#### INSTRUCTIONS FOR THE TASK:
Find all lines in the listing that include the word "Grandview", then copy them.

#### SUPPLIED RECORDS:
* * * * * * * * *

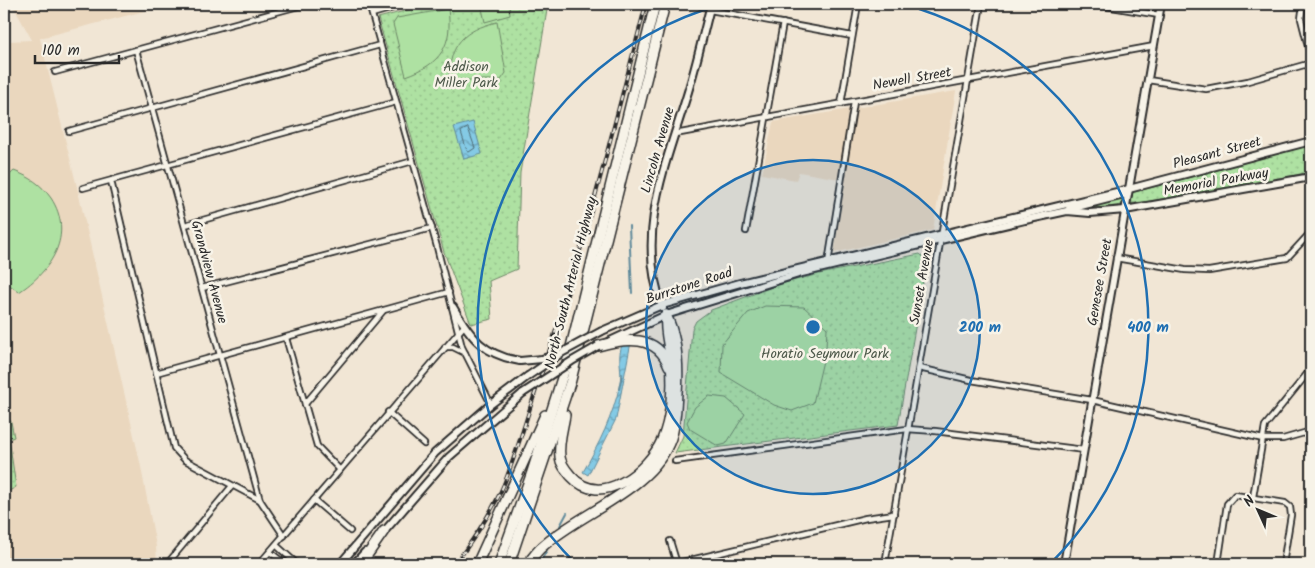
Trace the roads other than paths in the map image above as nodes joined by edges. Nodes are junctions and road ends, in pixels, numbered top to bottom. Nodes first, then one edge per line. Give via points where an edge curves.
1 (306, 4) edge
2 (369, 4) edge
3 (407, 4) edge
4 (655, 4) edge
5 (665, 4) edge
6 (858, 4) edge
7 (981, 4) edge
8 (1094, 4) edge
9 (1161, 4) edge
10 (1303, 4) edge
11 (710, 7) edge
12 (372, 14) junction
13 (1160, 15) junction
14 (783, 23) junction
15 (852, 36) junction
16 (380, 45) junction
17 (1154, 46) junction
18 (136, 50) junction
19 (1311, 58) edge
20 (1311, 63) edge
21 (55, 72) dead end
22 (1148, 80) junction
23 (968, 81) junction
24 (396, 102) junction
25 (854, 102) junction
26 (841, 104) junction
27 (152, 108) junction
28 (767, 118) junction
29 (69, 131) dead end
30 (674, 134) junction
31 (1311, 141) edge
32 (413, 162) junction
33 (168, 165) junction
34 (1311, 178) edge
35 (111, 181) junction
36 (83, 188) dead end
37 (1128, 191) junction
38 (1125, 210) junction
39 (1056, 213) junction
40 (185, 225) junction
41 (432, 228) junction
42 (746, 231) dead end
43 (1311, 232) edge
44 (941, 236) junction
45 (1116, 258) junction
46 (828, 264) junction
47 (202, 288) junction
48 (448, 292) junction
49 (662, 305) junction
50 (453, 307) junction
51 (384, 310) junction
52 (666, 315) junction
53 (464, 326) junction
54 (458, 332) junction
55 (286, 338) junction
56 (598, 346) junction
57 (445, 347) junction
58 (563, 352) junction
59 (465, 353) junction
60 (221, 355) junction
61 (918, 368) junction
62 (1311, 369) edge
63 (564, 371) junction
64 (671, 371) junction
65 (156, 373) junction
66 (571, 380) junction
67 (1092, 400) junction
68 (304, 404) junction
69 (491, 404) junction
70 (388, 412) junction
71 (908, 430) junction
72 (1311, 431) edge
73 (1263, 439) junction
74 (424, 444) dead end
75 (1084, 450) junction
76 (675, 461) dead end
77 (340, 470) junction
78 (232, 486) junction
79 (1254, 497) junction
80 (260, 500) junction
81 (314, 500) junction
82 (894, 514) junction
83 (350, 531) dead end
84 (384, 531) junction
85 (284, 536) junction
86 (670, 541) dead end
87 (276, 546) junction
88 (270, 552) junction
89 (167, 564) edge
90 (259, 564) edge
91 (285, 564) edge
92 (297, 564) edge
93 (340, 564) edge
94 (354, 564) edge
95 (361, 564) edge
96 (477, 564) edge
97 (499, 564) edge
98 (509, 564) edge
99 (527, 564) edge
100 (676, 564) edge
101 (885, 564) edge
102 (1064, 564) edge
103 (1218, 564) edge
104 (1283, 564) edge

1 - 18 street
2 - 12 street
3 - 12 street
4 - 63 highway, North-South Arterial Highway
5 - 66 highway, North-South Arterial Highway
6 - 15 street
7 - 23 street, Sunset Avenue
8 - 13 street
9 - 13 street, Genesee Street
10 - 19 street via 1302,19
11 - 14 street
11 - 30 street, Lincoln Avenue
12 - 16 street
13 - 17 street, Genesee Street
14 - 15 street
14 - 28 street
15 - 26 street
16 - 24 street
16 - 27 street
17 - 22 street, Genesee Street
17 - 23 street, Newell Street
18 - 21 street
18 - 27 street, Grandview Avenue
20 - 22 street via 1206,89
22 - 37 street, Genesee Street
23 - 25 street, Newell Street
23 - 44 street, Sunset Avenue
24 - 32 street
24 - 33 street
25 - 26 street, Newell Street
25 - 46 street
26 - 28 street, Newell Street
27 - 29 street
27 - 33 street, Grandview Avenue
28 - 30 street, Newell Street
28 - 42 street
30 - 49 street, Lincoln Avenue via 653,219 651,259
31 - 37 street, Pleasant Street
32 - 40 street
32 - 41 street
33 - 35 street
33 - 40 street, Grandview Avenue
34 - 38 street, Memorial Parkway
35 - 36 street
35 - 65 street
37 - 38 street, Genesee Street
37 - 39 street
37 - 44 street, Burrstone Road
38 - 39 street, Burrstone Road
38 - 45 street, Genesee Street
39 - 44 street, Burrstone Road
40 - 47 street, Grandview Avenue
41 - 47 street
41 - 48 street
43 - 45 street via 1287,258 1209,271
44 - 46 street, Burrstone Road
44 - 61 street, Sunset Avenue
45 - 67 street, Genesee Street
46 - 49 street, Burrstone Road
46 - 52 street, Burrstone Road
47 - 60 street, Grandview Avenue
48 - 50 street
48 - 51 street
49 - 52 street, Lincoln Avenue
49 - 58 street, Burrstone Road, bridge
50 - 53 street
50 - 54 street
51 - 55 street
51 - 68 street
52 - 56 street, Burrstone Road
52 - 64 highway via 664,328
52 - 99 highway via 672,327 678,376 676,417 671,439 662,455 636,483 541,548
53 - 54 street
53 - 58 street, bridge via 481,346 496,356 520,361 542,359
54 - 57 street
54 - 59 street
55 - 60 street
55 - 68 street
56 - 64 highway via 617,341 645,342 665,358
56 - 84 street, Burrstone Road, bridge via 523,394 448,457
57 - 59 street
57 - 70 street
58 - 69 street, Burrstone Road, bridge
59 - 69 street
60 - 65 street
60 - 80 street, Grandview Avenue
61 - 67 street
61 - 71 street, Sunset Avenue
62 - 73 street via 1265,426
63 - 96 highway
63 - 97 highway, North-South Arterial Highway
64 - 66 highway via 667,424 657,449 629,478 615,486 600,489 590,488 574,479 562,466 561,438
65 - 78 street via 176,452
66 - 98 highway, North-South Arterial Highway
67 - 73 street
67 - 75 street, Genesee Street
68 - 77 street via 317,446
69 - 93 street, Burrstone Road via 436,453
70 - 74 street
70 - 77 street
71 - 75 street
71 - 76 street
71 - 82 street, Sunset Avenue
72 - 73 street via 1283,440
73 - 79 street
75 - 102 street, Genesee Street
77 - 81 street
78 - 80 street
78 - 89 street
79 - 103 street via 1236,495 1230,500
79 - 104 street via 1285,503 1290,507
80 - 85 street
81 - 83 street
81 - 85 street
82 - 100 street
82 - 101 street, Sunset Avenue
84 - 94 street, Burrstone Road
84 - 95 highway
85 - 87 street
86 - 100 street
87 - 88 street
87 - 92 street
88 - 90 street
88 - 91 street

* * * * * * * * *

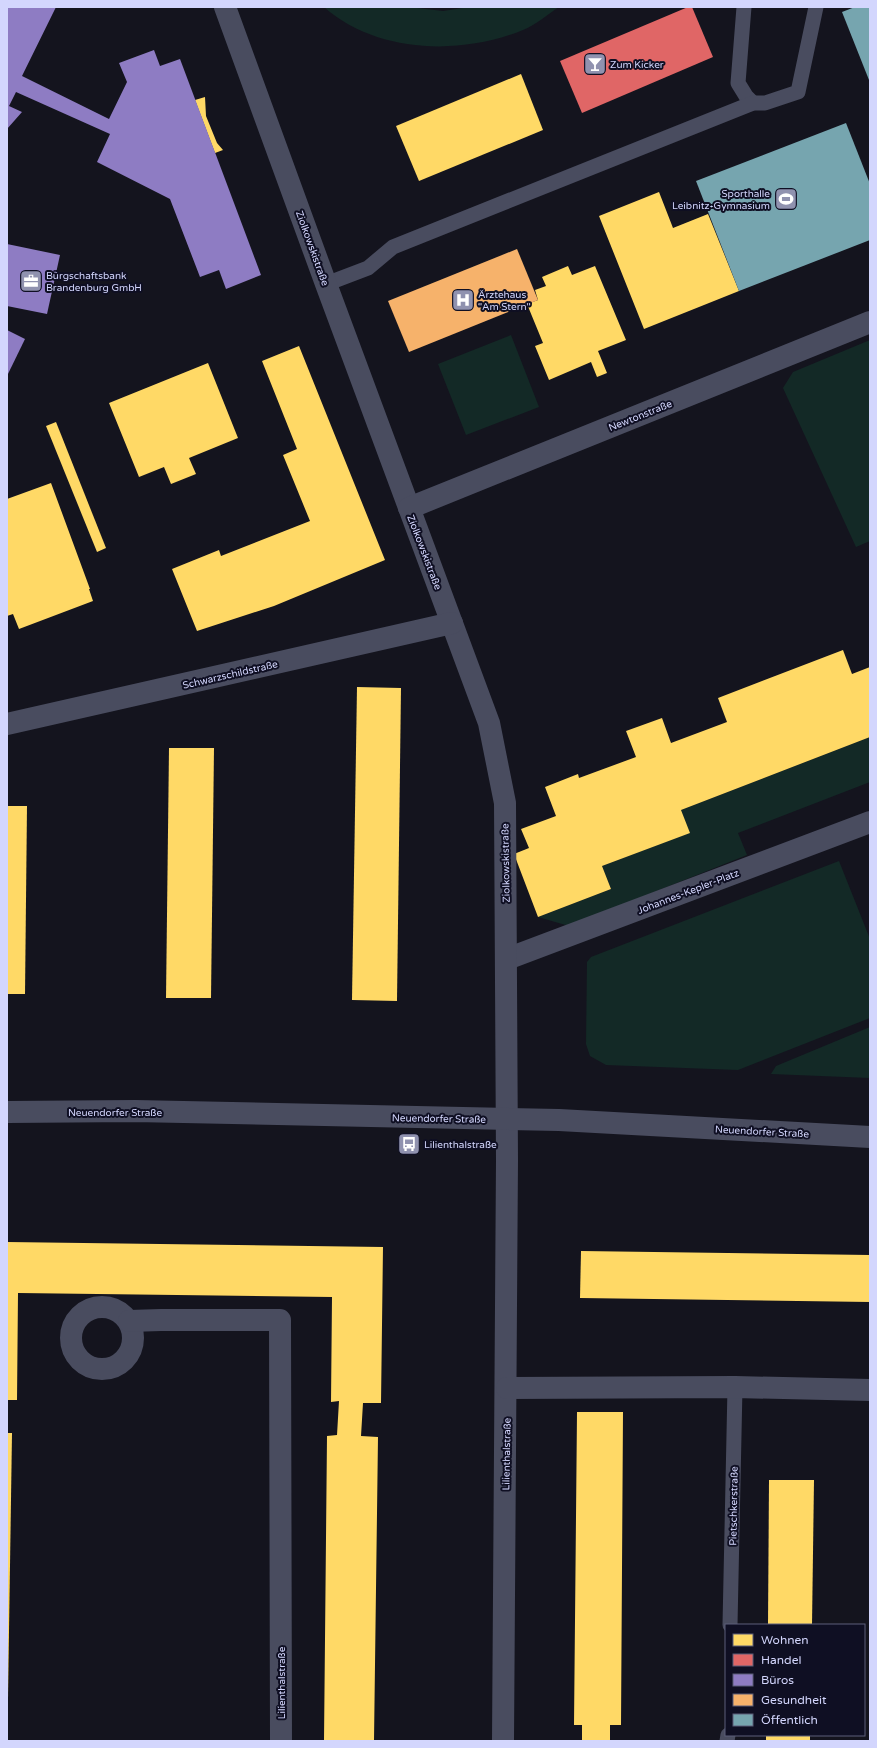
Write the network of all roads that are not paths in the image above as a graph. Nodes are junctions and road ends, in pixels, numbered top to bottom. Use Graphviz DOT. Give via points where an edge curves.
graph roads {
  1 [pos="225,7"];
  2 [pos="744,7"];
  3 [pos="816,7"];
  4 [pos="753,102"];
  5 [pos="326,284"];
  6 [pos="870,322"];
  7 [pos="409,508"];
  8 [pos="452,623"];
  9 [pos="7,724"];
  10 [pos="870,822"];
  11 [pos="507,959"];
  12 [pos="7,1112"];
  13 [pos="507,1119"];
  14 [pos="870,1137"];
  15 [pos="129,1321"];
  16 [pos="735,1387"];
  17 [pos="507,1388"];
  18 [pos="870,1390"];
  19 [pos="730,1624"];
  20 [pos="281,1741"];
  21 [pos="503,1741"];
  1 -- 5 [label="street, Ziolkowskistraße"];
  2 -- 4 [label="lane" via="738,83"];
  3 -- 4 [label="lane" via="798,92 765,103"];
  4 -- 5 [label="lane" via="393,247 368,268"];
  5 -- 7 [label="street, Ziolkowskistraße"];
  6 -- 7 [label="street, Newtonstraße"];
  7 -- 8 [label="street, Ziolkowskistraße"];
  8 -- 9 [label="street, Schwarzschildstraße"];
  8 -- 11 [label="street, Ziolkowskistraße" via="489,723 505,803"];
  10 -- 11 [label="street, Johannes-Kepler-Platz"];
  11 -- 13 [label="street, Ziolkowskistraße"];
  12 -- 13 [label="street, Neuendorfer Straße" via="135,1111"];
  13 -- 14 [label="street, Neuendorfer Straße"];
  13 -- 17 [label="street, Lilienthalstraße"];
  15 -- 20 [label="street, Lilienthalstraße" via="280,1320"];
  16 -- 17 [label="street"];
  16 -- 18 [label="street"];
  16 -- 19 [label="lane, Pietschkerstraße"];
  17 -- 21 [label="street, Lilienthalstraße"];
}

* * * * * * * * *

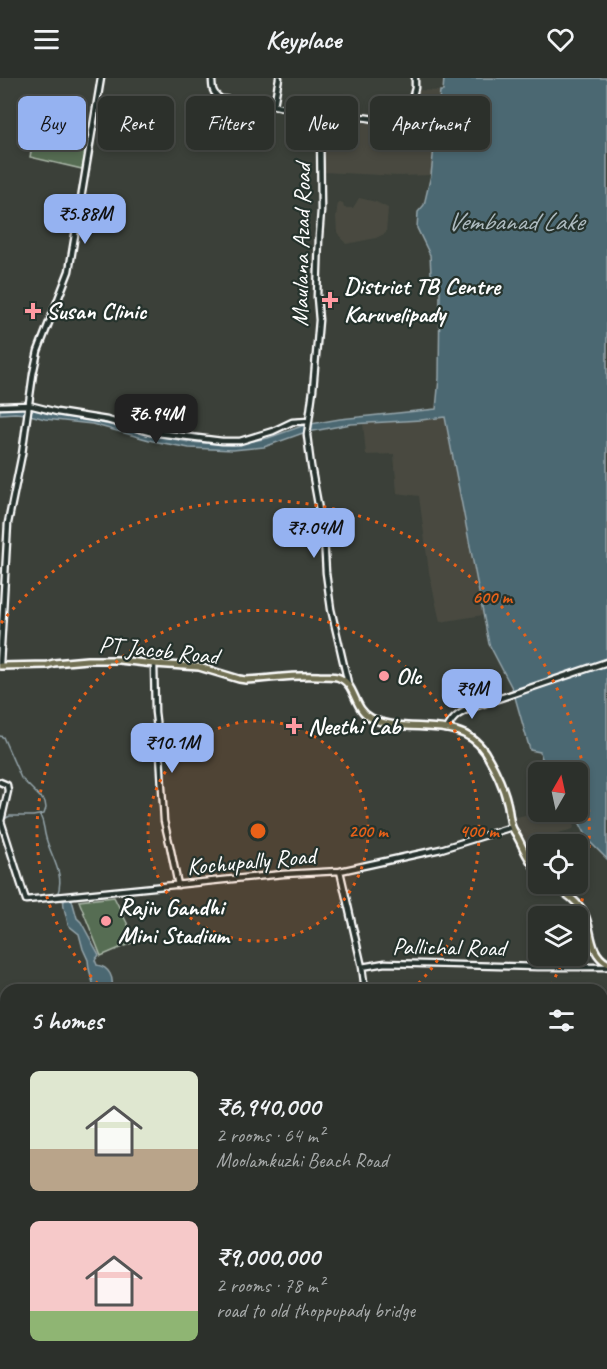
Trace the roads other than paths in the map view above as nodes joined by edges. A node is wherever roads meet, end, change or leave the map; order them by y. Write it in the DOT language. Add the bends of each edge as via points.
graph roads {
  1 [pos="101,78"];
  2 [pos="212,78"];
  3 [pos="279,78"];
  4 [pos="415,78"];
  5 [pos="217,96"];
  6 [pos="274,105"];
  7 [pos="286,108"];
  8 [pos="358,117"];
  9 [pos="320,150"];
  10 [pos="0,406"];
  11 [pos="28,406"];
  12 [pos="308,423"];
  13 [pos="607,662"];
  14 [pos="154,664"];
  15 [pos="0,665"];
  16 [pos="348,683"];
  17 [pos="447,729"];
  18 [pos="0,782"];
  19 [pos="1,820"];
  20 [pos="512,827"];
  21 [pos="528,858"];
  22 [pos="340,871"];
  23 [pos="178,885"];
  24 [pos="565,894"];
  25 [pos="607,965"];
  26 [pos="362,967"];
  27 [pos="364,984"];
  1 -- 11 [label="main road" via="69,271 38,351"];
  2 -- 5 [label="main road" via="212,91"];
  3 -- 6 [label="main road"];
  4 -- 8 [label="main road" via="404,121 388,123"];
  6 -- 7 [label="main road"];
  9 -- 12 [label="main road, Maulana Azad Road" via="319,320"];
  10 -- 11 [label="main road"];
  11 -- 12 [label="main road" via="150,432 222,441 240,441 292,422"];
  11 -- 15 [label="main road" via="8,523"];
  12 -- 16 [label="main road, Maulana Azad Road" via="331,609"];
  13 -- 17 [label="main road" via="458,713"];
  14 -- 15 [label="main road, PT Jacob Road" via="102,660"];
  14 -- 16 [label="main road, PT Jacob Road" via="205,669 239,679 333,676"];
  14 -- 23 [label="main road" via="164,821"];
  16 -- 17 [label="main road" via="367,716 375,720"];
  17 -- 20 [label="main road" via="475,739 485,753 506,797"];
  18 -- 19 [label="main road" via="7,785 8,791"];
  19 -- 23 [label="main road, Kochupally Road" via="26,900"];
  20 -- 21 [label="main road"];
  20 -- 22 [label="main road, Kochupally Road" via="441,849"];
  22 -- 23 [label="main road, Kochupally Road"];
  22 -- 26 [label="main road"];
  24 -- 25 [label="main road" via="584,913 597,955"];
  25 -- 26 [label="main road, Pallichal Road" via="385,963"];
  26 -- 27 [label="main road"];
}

* * * * * * * * *

#### TASK ANSWER:
18 - 27 street, Grandview Avenue
27 - 33 street, Grandview Avenue
33 - 40 street, Grandview Avenue
40 - 47 street, Grandview Avenue
47 - 60 street, Grandview Avenue
60 - 80 street, Grandview Avenue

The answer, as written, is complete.